Data items
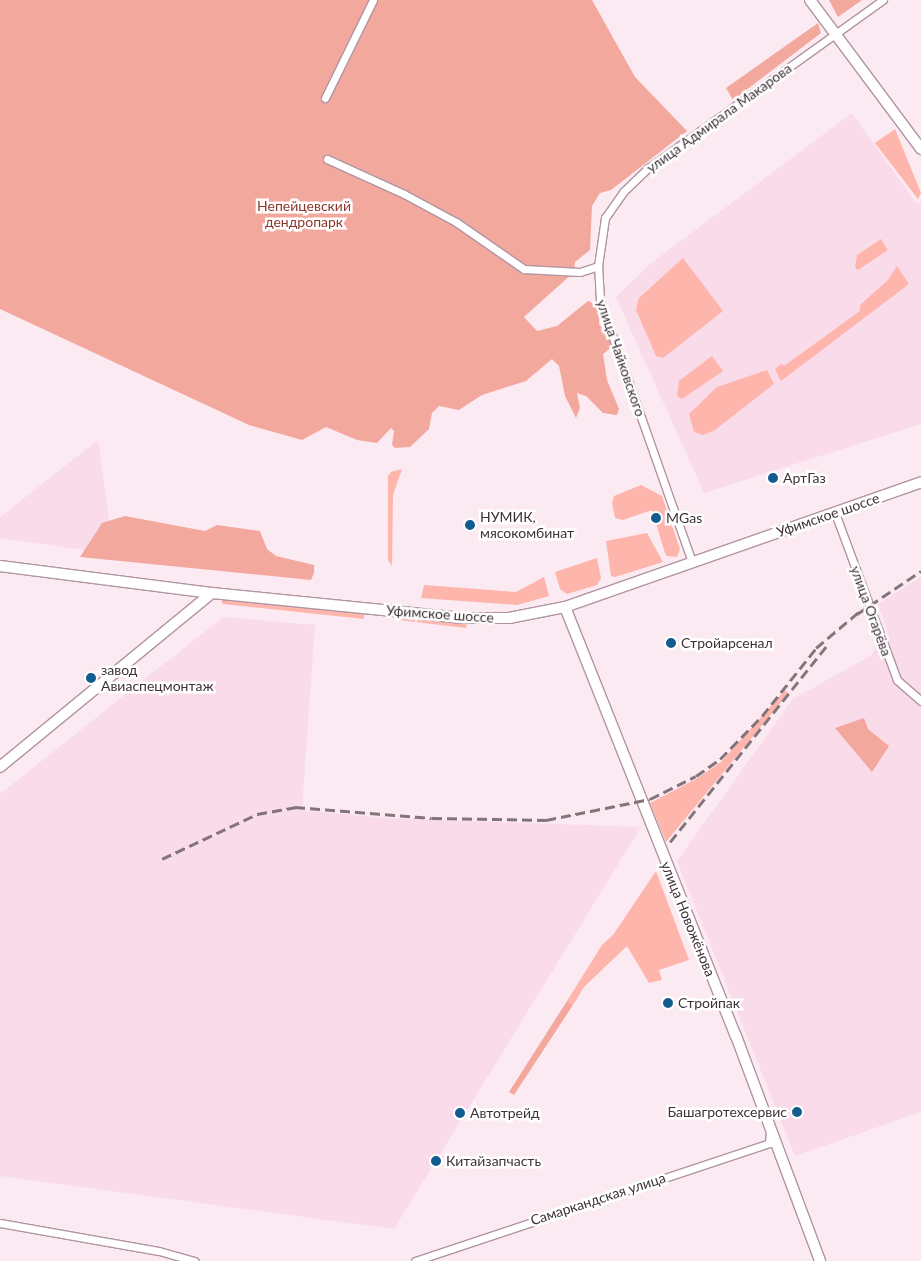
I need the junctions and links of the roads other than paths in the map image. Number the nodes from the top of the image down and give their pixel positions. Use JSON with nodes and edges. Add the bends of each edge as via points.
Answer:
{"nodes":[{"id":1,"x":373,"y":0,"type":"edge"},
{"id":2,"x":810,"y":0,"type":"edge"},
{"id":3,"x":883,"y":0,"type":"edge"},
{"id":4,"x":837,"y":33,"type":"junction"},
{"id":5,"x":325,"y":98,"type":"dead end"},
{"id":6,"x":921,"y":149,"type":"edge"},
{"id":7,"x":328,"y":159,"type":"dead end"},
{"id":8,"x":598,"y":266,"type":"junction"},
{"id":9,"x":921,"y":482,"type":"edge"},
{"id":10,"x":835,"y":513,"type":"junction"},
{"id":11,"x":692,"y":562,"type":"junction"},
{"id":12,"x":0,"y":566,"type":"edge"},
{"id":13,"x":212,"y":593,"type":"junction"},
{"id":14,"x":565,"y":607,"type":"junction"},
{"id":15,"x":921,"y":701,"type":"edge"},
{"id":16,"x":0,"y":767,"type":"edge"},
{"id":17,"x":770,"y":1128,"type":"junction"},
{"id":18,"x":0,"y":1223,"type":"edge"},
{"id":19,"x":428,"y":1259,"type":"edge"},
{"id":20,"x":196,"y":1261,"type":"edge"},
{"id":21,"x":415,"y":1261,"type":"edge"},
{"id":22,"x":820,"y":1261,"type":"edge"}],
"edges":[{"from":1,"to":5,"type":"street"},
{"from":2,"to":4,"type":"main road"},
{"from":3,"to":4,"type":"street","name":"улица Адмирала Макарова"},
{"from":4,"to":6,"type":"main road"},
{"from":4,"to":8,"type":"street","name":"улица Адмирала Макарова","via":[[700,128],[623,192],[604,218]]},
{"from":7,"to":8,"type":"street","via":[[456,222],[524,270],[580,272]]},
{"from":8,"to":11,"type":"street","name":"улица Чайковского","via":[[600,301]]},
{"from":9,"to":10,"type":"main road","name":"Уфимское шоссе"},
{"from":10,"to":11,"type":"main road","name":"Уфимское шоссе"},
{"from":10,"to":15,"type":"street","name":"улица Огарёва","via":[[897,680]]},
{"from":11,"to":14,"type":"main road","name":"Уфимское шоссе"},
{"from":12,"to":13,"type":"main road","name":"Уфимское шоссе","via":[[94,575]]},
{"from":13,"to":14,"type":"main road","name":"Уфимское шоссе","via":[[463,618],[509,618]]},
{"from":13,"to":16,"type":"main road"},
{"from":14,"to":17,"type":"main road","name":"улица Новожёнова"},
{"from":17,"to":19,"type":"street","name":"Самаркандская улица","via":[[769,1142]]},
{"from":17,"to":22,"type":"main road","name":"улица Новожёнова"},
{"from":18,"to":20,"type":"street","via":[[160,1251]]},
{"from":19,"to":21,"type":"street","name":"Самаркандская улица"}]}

**What the task requires:** Only the pictures may be dropped; print every record exactly as given.

**Response to this exercise:**
I need the junctions and links of the roads other than paths in the map image. Number the nodes from the top of the image down and give their pixel positions. Use JSON with nodes and edges. Add the bends of each edge as via points.
Answer:
{"nodes":[{"id":1,"x":373,"y":0,"type":"edge"},
{"id":2,"x":810,"y":0,"type":"edge"},
{"id":3,"x":883,"y":0,"type":"edge"},
{"id":4,"x":837,"y":33,"type":"junction"},
{"id":5,"x":325,"y":98,"type":"dead end"},
{"id":6,"x":921,"y":149,"type":"edge"},
{"id":7,"x":328,"y":159,"type":"dead end"},
{"id":8,"x":598,"y":266,"type":"junction"},
{"id":9,"x":921,"y":482,"type":"edge"},
{"id":10,"x":835,"y":513,"type":"junction"},
{"id":11,"x":692,"y":562,"type":"junction"},
{"id":12,"x":0,"y":566,"type":"edge"},
{"id":13,"x":212,"y":593,"type":"junction"},
{"id":14,"x":565,"y":607,"type":"junction"},
{"id":15,"x":921,"y":701,"type":"edge"},
{"id":16,"x":0,"y":767,"type":"edge"},
{"id":17,"x":770,"y":1128,"type":"junction"},
{"id":18,"x":0,"y":1223,"type":"edge"},
{"id":19,"x":428,"y":1259,"type":"edge"},
{"id":20,"x":196,"y":1261,"type":"edge"},
{"id":21,"x":415,"y":1261,"type":"edge"},
{"id":22,"x":820,"y":1261,"type":"edge"}],
"edges":[{"from":1,"to":5,"type":"street"},
{"from":2,"to":4,"type":"main road"},
{"from":3,"to":4,"type":"street","name":"улица Адмирала Макарова"},
{"from":4,"to":6,"type":"main road"},
{"from":4,"to":8,"type":"street","name":"улица Адмирала Макарова","via":[[700,128],[623,192],[604,218]]},
{"from":7,"to":8,"type":"street","via":[[456,222],[524,270],[580,272]]},
{"from":8,"to":11,"type":"street","name":"улица Чайковского","via":[[600,301]]},
{"from":9,"to":10,"type":"main road","name":"Уфимское шоссе"},
{"from":10,"to":11,"type":"main road","name":"Уфимское шоссе"},
{"from":10,"to":15,"type":"street","name":"улица Огарёва","via":[[897,680]]},
{"from":11,"to":14,"type":"main road","name":"Уфимское шоссе"},
{"from":12,"to":13,"type":"main road","name":"Уфимское шоссе","via":[[94,575]]},
{"from":13,"to":14,"type":"main road","name":"Уфимское шоссе","via":[[463,618],[509,618]]},
{"from":13,"to":16,"type":"main road"},
{"from":14,"to":17,"type":"main road","name":"улица Новожёнова"},
{"from":17,"to":19,"type":"street","name":"Самаркандская улица","via":[[769,1142]]},
{"from":17,"to":22,"type":"main road","name":"улица Новожёнова"},
{"from":18,"to":20,"type":"street","via":[[160,1251]]},
{"from":19,"to":21,"type":"street","name":"Самаркандская улица"}]}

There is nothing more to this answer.